ゴ たまに恋しちゃったり昔はしてたじゃないですか。

松 そうそう。

ゴ 最近はあんまりないですか。

松 今ではあんまり......。ビデオ上の可愛いなとか、いい子だなっていうのはもちろんあるけど......。恋したいし、恋を一瞬したりもしてるんだけど、どうも年食ってきてさ、若者たちにさ、なんか若者がそういう事件を起こしたりするのね、時たま。その時にさ、そういうことはダメだとか、電話番号聞いちゃダメだとかさ、言う立場になっちゃったわけ。

ゴ そうかそうか。

松 今までなかったじゃん。そういうこと。

ゴ (笑)。

松 それに業界もちょっとゆるくてさ、飲み会したり、いろいろ今でもあると思うんだけど、ちょっとつながりがあったり。フリーの頃のハマジムなんてさ、内緒だけど仲良くなった子が花火見に遊びに来たりね。でも今そういうことやったらエラい騒ぎになっちゃうから。

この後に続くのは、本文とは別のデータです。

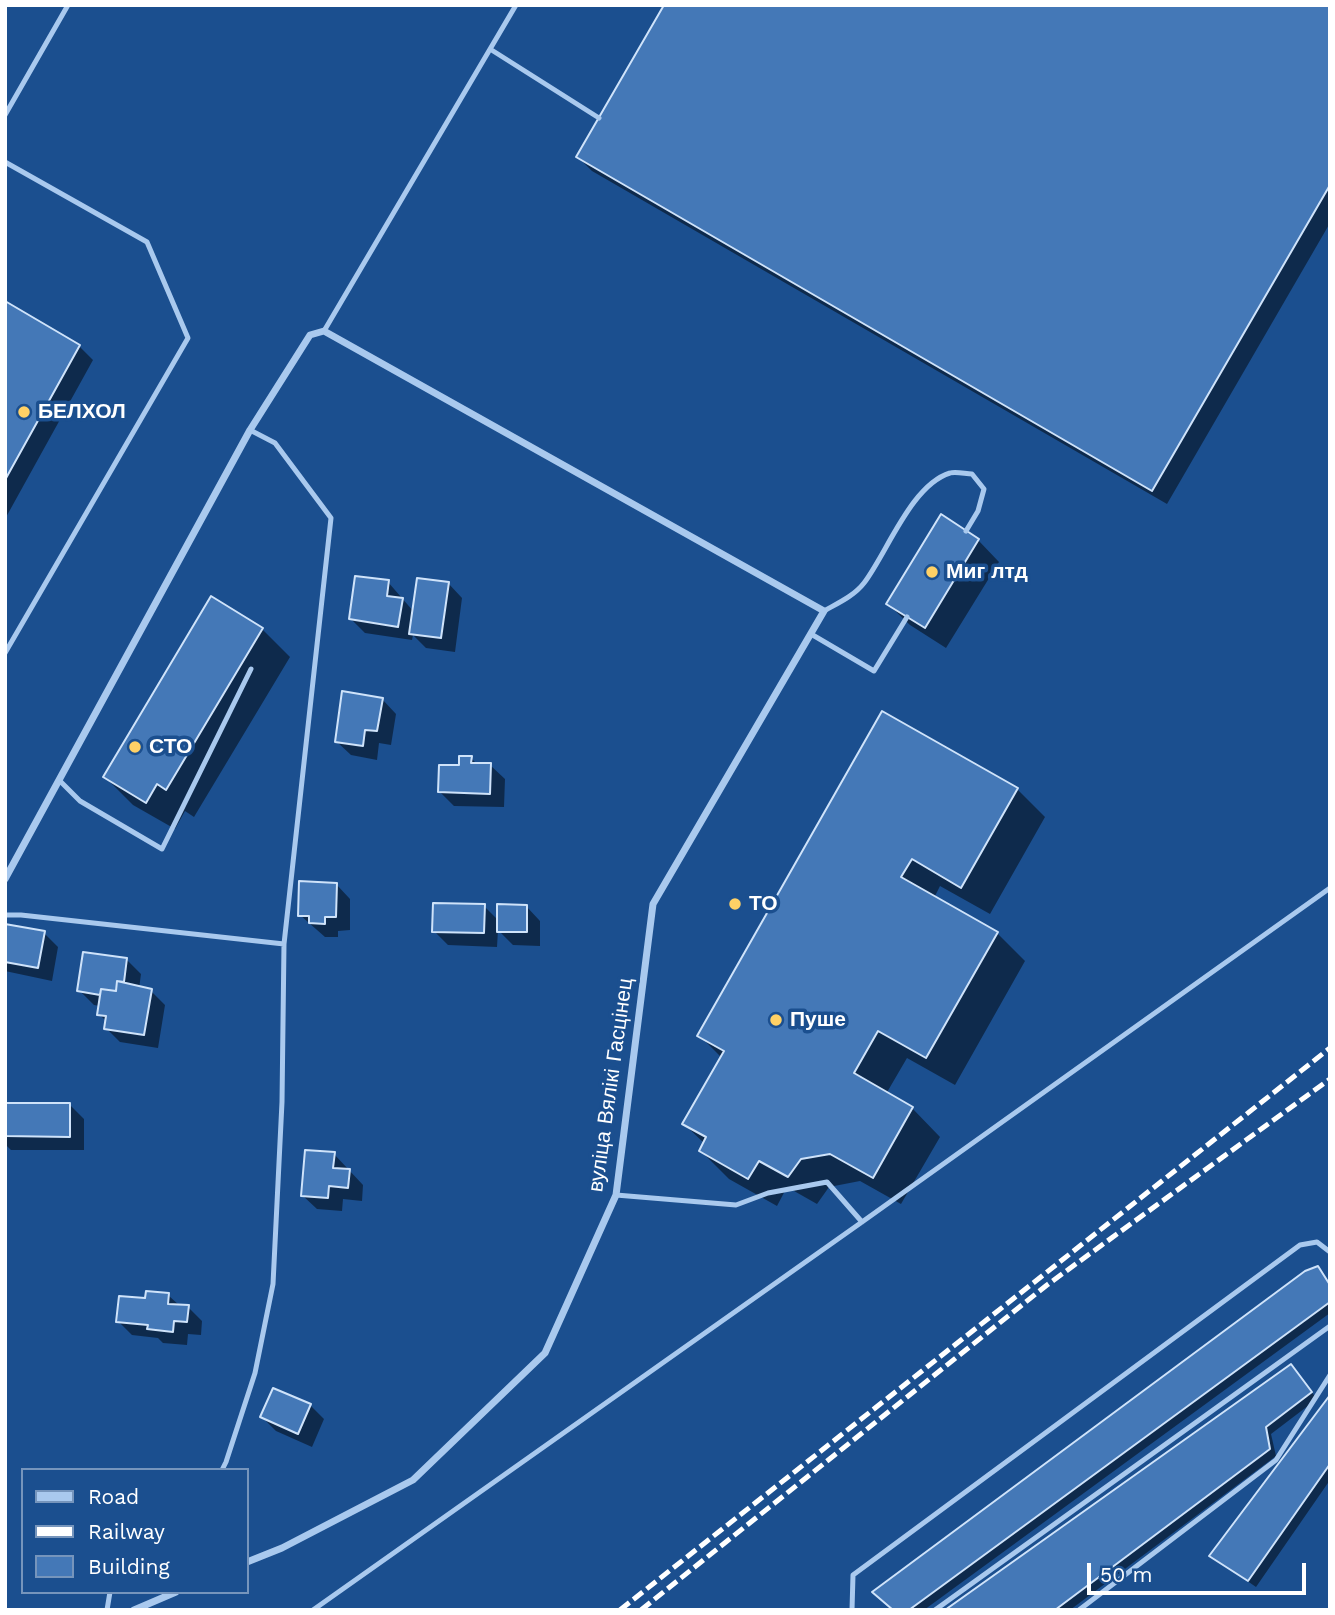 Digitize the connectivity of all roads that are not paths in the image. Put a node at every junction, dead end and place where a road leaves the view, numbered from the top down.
1 (68, 5) edge
2 (516, 5) edge
3 (490, 49) junction
4 (5, 115) edge
5 (598, 118) dead end
6 (5, 162) edge
7 (324, 331) junction
8 (250, 430) junction
9 (966, 531) dead end
10 (824, 611) junction
11 (907, 617) dead end
12 (811, 634) junction
13 (5, 653) edge
14 (251, 669) dead end
15 (59, 780) junction
16 (5, 879) edge
17 (1330, 888) edge
18 (5, 915) edge
19 (284, 944) junction
20 (616, 1195) junction
21 (862, 1223) junction
22 (1330, 1252) edge
23 (1330, 1326) edge
24 (1330, 1375) edge
25 (223, 1468) edge
26 (248, 1562) edge
27 (171, 1594) edge
28 (134, 1610) edge
29 (313, 1610) edge
30 (852, 1610) edge
31 (935, 1610) edge
32 (1079, 1610) edge

1 - 4 lane
2 - 3 lane
3 - 5 lane
3 - 7 lane
6 - 13 lane
7 - 8 street
7 - 10 street
8 - 15 street
8 - 19 lane
9 - 10 lane
10 - 12 street, вуліца Вялікі Гасцінец
11 - 12 lane
12 - 20 street, вуліца Вялікі Гасцінец
14 - 15 lane
15 - 16 street
17 - 21 lane
18 - 19 lane
19 - 25 lane
20 - 21 lane
20 - 26 street, вуліца Вялікі Гасцінец
21 - 29 lane
22 - 30 lane
23 - 31 lane
24 - 32 lane
27 - 28 street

ゴ 特にビッグネームだからね。カンパニー松尾がそんなことしてる!みたいなことになる。

松 それで若い奴らがそんなことするようになった時にさ、電話番号聞いちゃダメとか言ってると、自分もしちゃいけないふうになっちゃうんだよね。

ゴ じゃあ、若手を辞めさせるしかない。

松 そうだね。

ゴ (笑)。

松 実際男と女だからさ、ダメだダメだと言っときながら、なんかこう......ってあるんだけど......なくなりましたね(笑)。

ゴ だいたい仕事でセックスしなきゃいけないしね。

松 いや、今でもね、この子いいなって思って、やってる時はそういう気持ちでやってるんだよ。だけど精子出しちゃうとね。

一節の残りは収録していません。